> _Your objective_:
Check each line of the records below for the word "roads" and copy those where it appears.

(Recorded data)

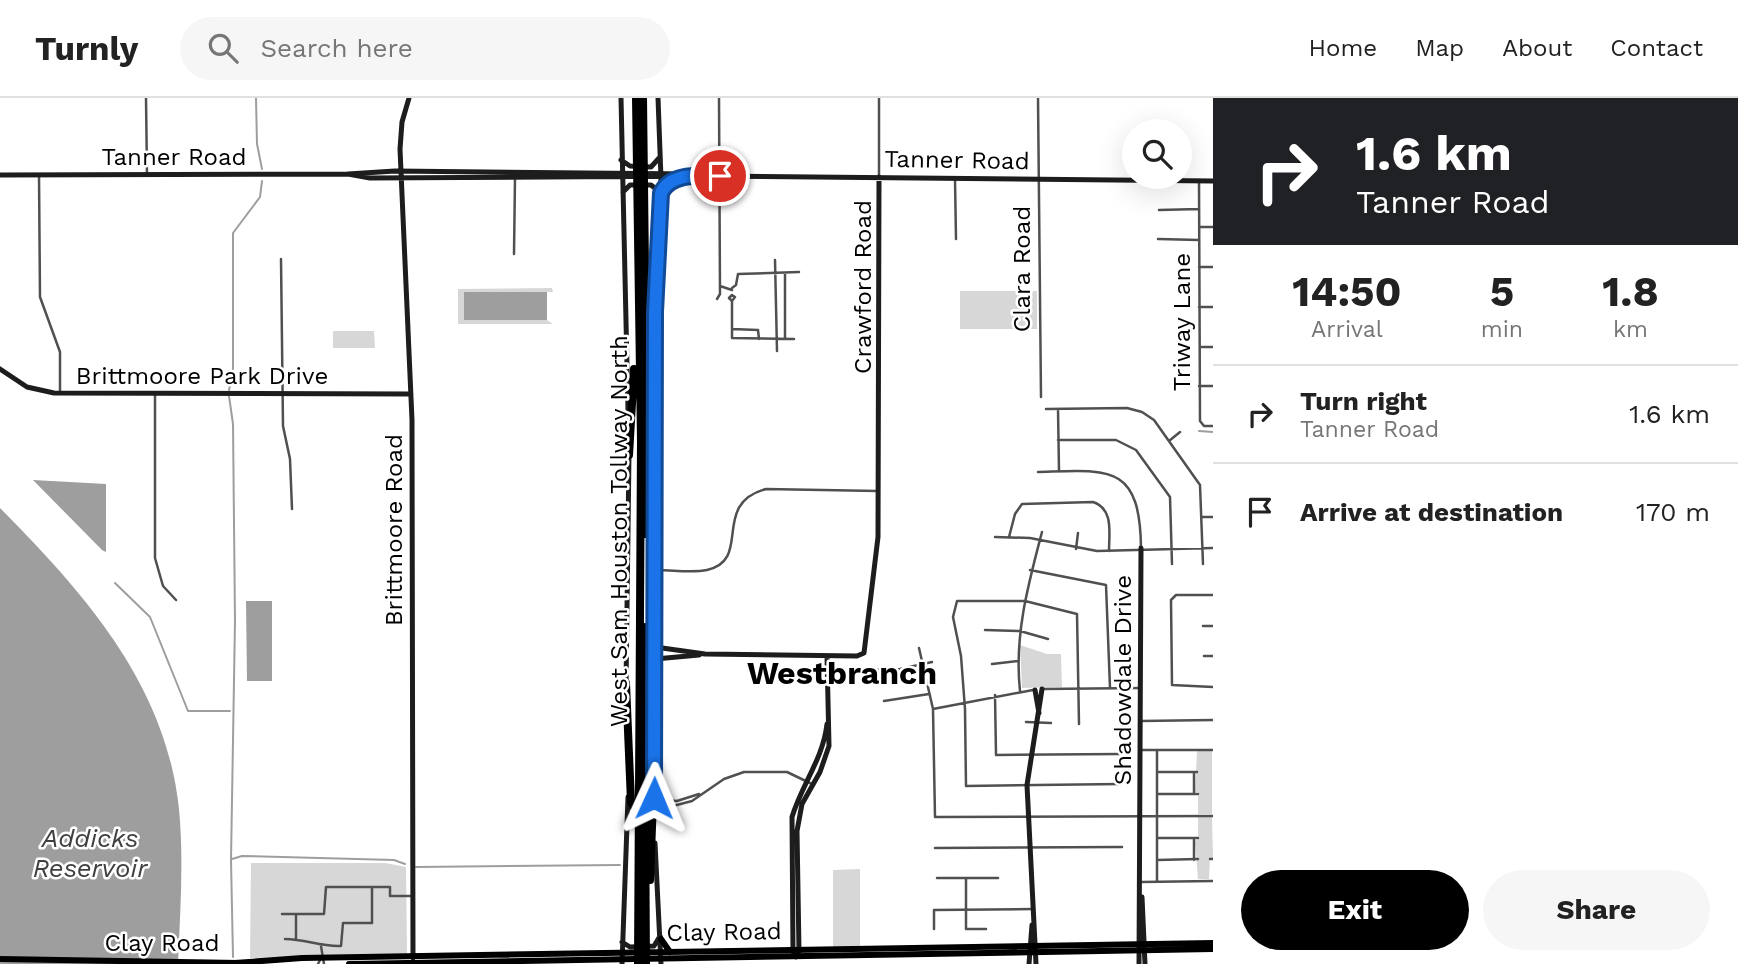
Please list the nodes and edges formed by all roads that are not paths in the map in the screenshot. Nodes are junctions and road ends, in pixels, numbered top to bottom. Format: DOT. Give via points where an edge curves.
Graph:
graph roads {
  1 [pos="146,98"];
  2 [pos="409,98"];
  3 [pos="621,98"];
  4 [pos="636,98"];
  5 [pos="643,98"];
  6 [pos="657,98"];
  7 [pos="719,98"];
  8 [pos="879,98"];
  9 [pos="1038,98"];
  10 [pos="661,155"];
  11 [pos="640,158"];
  12 [pos="621,160"];
  13 [pos="594,172"];
  14 [pos="0,175"];
  15 [pos="39,175"];
  16 [pos="147,175"];
  17 [pos="401,175"];
  18 [pos="515,175"];
  19 [pos="621,175"];
  20 [pos="661,175"];
  21 [pos="685,176"];
  22 [pos="720,176"];
  23 [pos="879,177"];
  24 [pos="583,178"];
  25 [pos="955,178"];
  26 [pos="1038,179"];
  27 [pos="1199,180"];
  28 [pos="1213,181"];
  29 [pos="661,193"];
  30 [pos="641,194"];
  31 [pos="622,195"];
  32 [pos="1199,209"];
  33 [pos="1159,210"];
  34 [pos="1199,227"];
  35 [pos="1213,227"];
  36 [pos="956,239"];
  37 [pos="1158,239"];
  38 [pos="1199,240"];
  39 [pos="514,254"];
  40 [pos="281,259"];
  41 [pos="775,260"];
  42 [pos="645,264"];
  43 [pos="1199,267"];
  44 [pos="1213,267"];
  45 [pos="799,272"];
  46 [pos="776,273"];
  47 [pos="785,273"];
  48 [pos="720,286"];
  49 [pos="732,288"];
  50 [pos="717,299"];
  51 [pos="1199,307"];
  52 [pos="1213,307"];
  53 [pos="732,330"];
  54 [pos="794,338"];
  55 [pos="638,339"];
  56 [pos="759,339"];
  57 [pos="777,339"];
  58 [pos="785,339"];
  59 [pos="1213,346"];
  60 [pos="1199,347"];
  61 [pos="777,351"];
  62 [pos="0,369"];
  63 [pos="1213,386"];
  64 [pos="1199,387"];
  65 [pos="284,393"];
  66 [pos="60,394"];
  67 [pos="155,394"];
  68 [pos="411,394"];
  69 [pos="1041,397"];
  70 [pos="1045,409"];
  71 [pos="1058,409"];
  72 [pos="1211,426"];
  73 [pos="1180,432"];
  74 [pos="1058,440"];
  75 [pos="1169,441"];
  76 [pos="629,456"];
  77 [pos="656,458"];
  78 [pos="1059,471"];
  79 [pos="1038,472"];
  80 [pos="878,491"];
  81 [pos="292,509"];
  82 [pos="1203,517"];
  83 [pos="1213,517"];
  84 [pos="1042,532"];
  85 [pos="1078,533"];
  86 [pos="995,537"];
  87 [pos="1009,537"];
  88 [pos="1040,540"];
  89 [pos="1141,548"];
  90 [pos="1172,548"];
  91 [pos="1202,548"];
  92 [pos="1213,548"];
  93 [pos="1076,549"];
  94 [pos="1109,551"];
  95 [pos="1172,564"];
  96 [pos="1203,565"];
  97 [pos="655,570"];
  98 [pos="1030,570"];
  99 [pos="1213,595"];
  100 [pos="176,600"];
  101 [pos="1025,601"];
  102 [pos="1203,626"];
  103 [pos="1213,626"];
  104 [pos="985,630"];
  105 [pos="1020,631"];
  106 [pos="1048,639"];
  107 [pos="654,647"];
  108 [pos="919,648"];
  109 [pos="705,654"];
  110 [pos="827,656"];
  111 [pos="1204,656"];
  112 [pos="1213,656"];
  113 [pos="654,659"];
  114 [pos="1018,661"];
  115 [pos="933,662"];
  116 [pos="923,664"];
  117 [pos="992,664"];
  118 [pos="870,670"];
  119 [pos="626,683"];
  120 [pos="1213,687"];
  121 [pos="1078,688"];
  122 [pos="1110,688"];
  123 [pos="1141,688"];
  124 [pos="1039,689"];
  125 [pos="1020,691"];
  126 [pos="929,694"];
  127 [pos="995,695"];
  128 [pos="884,701"];
  129 [pos="964,702"];
  130 [pos="933,709"];
  131 [pos="1213,720"];
  132 [pos="1141,721"];
  133 [pos="1026,723"];
  134 [pos="1037,723"];
  135 [pos="1051,723"];
  136 [pos="1079,723"];
  137 [pos="655,748"];
  138 [pos="1157,750"];
  139 [pos="1213,750"];
  140 [pos="1141,751"];
  141 [pos="1121,754"];
  142 [pos="1030,755"];
  143 [pos="1157,772"];
  144 [pos="810,783"];
  145 [pos="1027,785"];
  146 [pos="1121,785"];
  147 [pos="702,793"];
  148 [pos="1157,794"];
  149 [pos="654,798"];
  150 [pos="654,811"];
  151 [pos="638,816"];
  152 [pos="1029,816"];
  153 [pos="1140,816"];
  154 [pos="1157,816"];
  155 [pos="1213,816"];
  156 [pos="1157,838"];
  157 [pos="1032,847"];
  158 [pos="1122,847"];
  159 [pos="935,848"];
  160 [pos="1157,860"];
  161 [pos="937,878"];
  162 [pos="966,878"];
  163 [pos="998,878"];
  164 [pos="1157,881"];
  165 [pos="1213,881"];
  166 [pos="1141,882"];
  167 [pos="372,887"];
  168 [pos="413,896"];
  169 [pos="646,902"];
  170 [pos="966,909"];
  171 [pos="1033,909"];
  172 [pos="282,914"];
  173 [pos="296,914"];
  174 [pos="934,929"];
  175 [pos="986,929"];
  176 [pos="661,936"];
  177 [pos="285,939"];
  178 [pos="296,939"];
  179 [pos="642,941"];
  180 [pos="1213,943"];
  181 [pos="321,946"];
  182 [pos="1207,947"];
  183 [pos="1142,948"];
  184 [pos="1033,950"];
  185 [pos="670,952"];
  186 [pos="795,953"];
  187 [pos="621,955"];
  188 [pos="705,955"];
  189 [pos="566,958"];
  190 [pos="0,959"];
  191 [pos="464,960"];
  192 [pos="662,960"];
  193 [pos="89,961"];
  194 [pos="362,961"];
  195 [pos="517,961"];
  196 [pos="321,962"];
  197 [pos="412,962"];
  198 [pos="235,963"];
  199 [pos="64,964"];
  200 [pos="281,964"];
  201 [pos="349,964"];
  202 [pos="638,964"];
  203 [pos="646,964"];
  204 [pos="1030,964"];
  205 [pos="1036,964"];
  206 [pos="1142,964"];
  1 -- 16 [label="street"];
  2 -- 17 [label="main road, Brittmoore Road" via="400,132"];
  3 -- 12 [label="main road"];
  4 -- 11 [label="highway, West Sam Houston Tollway North"];
  5 -- 11 [label="highway, West Sam Houston Tollway North"];
  6 -- 10 [label="main road"];
  7 -- 22 [label="street"];
  8 -- 23 [label="street, Crawford Road"];
  9 -- 26 [label="street, Clara Road"];
  10 -- 12 [label="main road" via="651,167 630,166"];
  10 -- 20 [label="main road"];
  10 -- 21 [label="main road" via="663,166"];
  11 -- 30 [label="highway, West Sam Houston Tollway North"];
  12 -- 13 [label="main road" via="616,168"];
  12 -- 19 [label="main road"];
  13 -- 18 [label="main road, Tanner Road"];
  13 -- 19 [label="main road, Tanner Road"];
  14 -- 15 [label="main road, Tanner Road"];
  15 -- 16 [label="main road, Tanner Road"];
  15 -- 66 [label="street" via="40,297 60,352"];
  16 -- 17 [label="main road, Tanner Road"];
  17 -- 18 [label="main road, Tanner Road"];
  17 -- 68 [label="main road, Brittmoore Road"];
  18 -- 24 [label="main road, Tanner Road"];
  18 -- 39 [label="street"];
  19 -- 20 [label="main road, Tanner Road"];
  19 -- 24 [label="main road, Tanner Road"];
  19 -- 31 [label="main road"];
  20 -- 21 [label="main road, Tanner Road"];
  20 -- 29 [label="main road"];
  21 -- 22 [label="main road, Tanner Road"];
  21 -- 29 [label="main road" via="668,182"];
  22 -- 23 [label="main road, Tanner Road"];
  22 -- 48 [label="street"];
  23 -- 25 [label="main road, Tanner Road"];
  23 -- 80 [label="main road, Crawford Road"];
  24 -- 31 [label="main road" via="614,182"];
  25 -- 26 [label="main road, Tanner Road"];
  25 -- 36 [label="street"];
  26 -- 27 [label="main road, Tanner Road"];
  26 -- 69 [label="street, Clara Road"];
  27 -- 28 [label="main road, Tanner Road"];
  27 -- 32 [label="street, Triway Lane"];
  29 -- 31 [label="main road" via="652,185 630,185"];
  29 -- 77 [label="main road"];
  30 -- 42 [label="highway, West Sam Houston Tollway North"];
  30 -- 55 [label="highway, West Sam Houston Tollway North"];
  31 -- 76 [label="main road"];
  32 -- 33 [label="street"];
  32 -- 34 [label="street, Triway Lane"];
  34 -- 35 [label="street"];
  34 -- 38 [label="street, Triway Lane"];
  37 -- 38 [label="street"];
  38 -- 43 [label="street, Triway Lane"];
  40 -- 65 [label="street"];
  41 -- 46 [label="street"];
  42 -- 77 [label="highway" via="649,269"];
  42 -- 169 [label="highway, West Sam Houston Tollway North"];
  43 -- 44 [label="street"];
  43 -- 51 [label="street, Triway Lane"];
  45 -- 47 [label="street"];
  46 -- 47 [label="street"];
  46 -- 49 [label="street" via="738,274"];
  46 -- 57 [label="street"];
  47 -- 58 [label="street"];
  48 -- 49 [label="street"];
  48 -- 50 [label="street"];
  49 -- 53 [label="street"];
  51 -- 52 [label="street"];
  51 -- 60 [label="street, Triway Lane"];
  53 -- 56 [label="street" via="733,338"];
  53 -- 56 [label="street" via="758,330"];
  54 -- 58 [label="street"];
  55 -- 76 [label="highway"];
  55 -- 151 [label="highway, West Sam Houston Tollway North"];
  56 -- 57 [label="street"];
  57 -- 58 [label="street"];
  57 -- 61 [label="street"];
  59 -- 60 [label="street"];
  60 -- 64 [label="street, Triway Lane"];
  62 -- 66 [label="main road, Brittmoore Park Drive" via="27,387"];
  63 -- 64 [label="street"];
  64 -- 72 [label="street, Triway Lane" via="1200,421"];
  65 -- 67 [label="main road, Brittmoore Park Drive"];
  65 -- 68 [label="main road, Brittmoore Park Drive"];
  65 -- 81 [label="street" via="283,433 290,459"];
  66 -- 67 [label="main road, Brittmoore Park Drive"];
  67 -- 100 [label="street" via="155,558 163,586"];
  68 -- 168 [label="main road, Brittmoore Road"];
  70 -- 71 [label="street"];
  71 -- 74 [label="street"];
  71 -- 75 [label="street" via="1139,410"];
  73 -- 75 [label="street"];
  74 -- 78 [label="street"];
  74 -- 90 [label="street" via="1116,440 1136,450 1170,497"];
  75 -- 82 [label="street" via="1200,485"];
  76 -- 119 [label="main road"];
  77 -- 97 [label="main road"];
  78 -- 79 [label="street"];
  78 -- 89 [label="street, Shadowdale Drive" via="1097,471 1126,486 1138,505"];
  80 -- 97 [label="street" via="752,492 735,512 733,544 721,563 710,569"];
  80 -- 110 [label="main road, Crawford Road" via="877,562 864,653"];
  82 -- 83 [label="street"];
  82 -- 91 [label="street"];
  84 -- 88 [label="street"];
  85 -- 93 [label="street"];
  86 -- 87 [label="street"];
  87 -- 88 [label="street"];
  87 -- 94 [label="street" via="1018,508 1030,502 1093,502 1103,508 1109,521"];
  88 -- 93 [label="street"];
  88 -- 98 [label="street"];
  89 -- 90 [label="street"];
  89 -- 94 [label="street"];
  89 -- 123 [label="main road, Shadowdale Drive"];
  90 -- 91 [label="street"];
  90 -- 95 [label="street"];
  91 -- 92 [label="street"];
  91 -- 96 [label="street"];
  93 -- 94 [label="street"];
  97 -- 107 [label="main road"];
  98 -- 101 [label="street"];
  98 -- 122 [label="street" via="1106,585"];
  99 -- 120 [label="street" via="1174,596 1172,687"];
  101 -- 105 [label="street"];
  101 -- 121 [label="street" via="1077,614"];
  101 -- 129 [label="street" via="957,601 953,609"];
  102 -- 103 [label="street"];
  104 -- 105 [label="street"];
  105 -- 106 [label="street"];
  105 -- 114 [label="street"];
  107 -- 109 [label="main road"];
  107 -- 113 [label="main road"];
  108 -- 116 [label="street"];
  109 -- 110 [label="main road"];
  109 -- 113 [label="main road"];
  110 -- 144 [label="main road" via="828,718"];
  111 -- 112 [label="street"];
  113 -- 137 [label="main road"];
  114 -- 117 [label="street"];
  114 -- 125 [label="street"];
  115 -- 116 [label="street"];
  116 -- 118 [label="street"];
  116 -- 126 [label="street"];
  119 -- 151 [label="highway" via="631,802"];
  119 -- 187 [label="main road" via="628,827"];
  121 -- 122 [label="street"];
  121 -- 124 [label="street"];
  121 -- 136 [label="street"];
  122 -- 123 [label="street"];
  123 -- 132 [label="main road, Shadowdale Drive"];
  124 -- 125 [label="street"];
  124 -- 134 [label="main road"];
  125 -- 127 [label="street"];
  126 -- 128 [label="street"];
  126 -- 130 [label="street"];
  127 -- 129 [label="street"];
  127 -- 142 [label="street" via="996,755"];
  129 -- 130 [label="street"];
  129 -- 145 [label="street" via="966,786"];
  130 -- 152 [label="street" via="935,817"];
  131 -- 132 [label="street"];
  132 -- 140 [label="main road, Shadowdale Drive"];
  133 -- 134 [label="street"];
  134 -- 135 [label="street"];
  134 -- 142 [label="main road"];
  137 -- 149 [label="main road"];
  137 -- 169 [label="highway"];
  138 -- 139 [label="street"];
  138 -- 140 [label="street"];
  138 -- 143 [label="street"];
  140 -- 153 [label="main road, Shadowdale Drive"];
  141 -- 142 [label="street"];
  142 -- 145 [label="main road"];
  143 -- 148 [label="street"];
  143 -- 148 [label="street" via="1195,772 1196,794"];
  144 -- 147 [label="street" via="787,772 744,772"];
  144 -- 186 [label="main road" via="792,817"];
  145 -- 146 [label="street"];
  145 -- 152 [label="main road"];
  147 -- 149 [label="street" via="667,802"];
  147 -- 150 [label="street" via="679,806"];
  148 -- 154 [label="street"];
  149 -- 150 [label="main road"];
  150 -- 176 [label="main road"];
  151 -- 179 [label="highway, West Sam Houston Tollway North"];
  152 -- 153 [label="street"];
  152 -- 157 [label="main road"];
  153 -- 154 [label="street"];
  153 -- 166 [label="main road, Shadowdale Drive"];
  154 -- 155 [label="street"];
  154 -- 156 [label="street"];
  156 -- 160 [label="street"];
  156 -- 160 [label="street" via="1196,838 1196,860"];
  157 -- 158 [label="street"];
  157 -- 159 [label="street"];
  157 -- 171 [label="main road"];
  160 -- 164 [label="street"];
  161 -- 162 [label="street"];
  162 -- 163 [label="street"];
  162 -- 170 [label="street"];
  164 -- 165 [label="street"];
  164 -- 166 [label="street"];
  166 -- 183 [label="main road, Shadowdale Drive"];
  167 -- 168 [label="street" via="390,887 390,896"];
  167 -- 173 [label="street" via="326,887 324,914"];
  167 -- 181 [label="street" via="372,923 343,923 342,945"];
  168 -- 197 [label="main road, Brittmoore Road"];
  169 -- 179 [label="highway, West Sam Houston Tollway North"];
  170 -- 171 [label="street"];
  170 -- 174 [label="street" via="934,910"];
  170 -- 175 [label="street" via="966,929"];
  171 -- 184 [label="main road"];
  172 -- 173 [label="street"];
  173 -- 178 [label="street"];
  176 -- 185 [label="main road"];
  176 -- 187 [label="main road" via="654,946 630,947"];
  176 -- 192 [label="main road"];
  177 -- 178 [label="street"];
  178 -- 181 [label="street"];
  179 -- 202 [label="highway, West Sam Houston Tollway North"];
  179 -- 203 [label="highway, West Sam Houston Tollway North"];
  180 -- 182 [label="main road, Clay Road"];
  181 -- 196 [label="street"];
  182 -- 183 [label="main road, Clay Road"];
  183 -- 184 [label="main road, Clay Road"];
  183 -- 206 [label="main road, Shadowdale Drive"];
  184 -- 186 [label="main road, Clay Road"];
  184 -- 204 [label="main road"];
  184 -- 205 [label="main road"];
  185 -- 188 [label="main road, Clay Road"];
  185 -- 192 [label="main road, Clay Road"];
  186 -- 188 [label="main road, Clay Road"];
  187 -- 189 [label="main road, Clay Road"];
  187 -- 189 [label="main road, Clay Road" via="596,961"];
  187 -- 192 [label="main road, Clay Road"];
  188 -- 192 [label="main road, Clay Road"];
  189 -- 195 [label="main road, Clay Road"];
  190 -- 193 [label="main road, Clay Road"];
  191 -- 195 [label="main road, Clay Road"];
  191 -- 197 [label="main road, Clay Road"];
  193 -- 198 [label="main road, Clay Road"];
  193 -- 199 [label="main road, Clay Road"];
  194 -- 196 [label="main road, Clay Road"];
  194 -- 197 [label="main road, Clay Road"];
  194 -- 201 [label="main road, Clay Road"];
  196 -- 198 [label="main road, Clay Road"];
  198 -- 200 [label="main road, Clay Road"];
}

(End Recorded data)

> _Result_:
Please list the nodes and edges formed by all roads that are not paths in the map in the screenshot. Nodes are junctions and road ends, in pixels, numbered top to bottom. Format: DOT. Give via points where an edge curves.
graph roads {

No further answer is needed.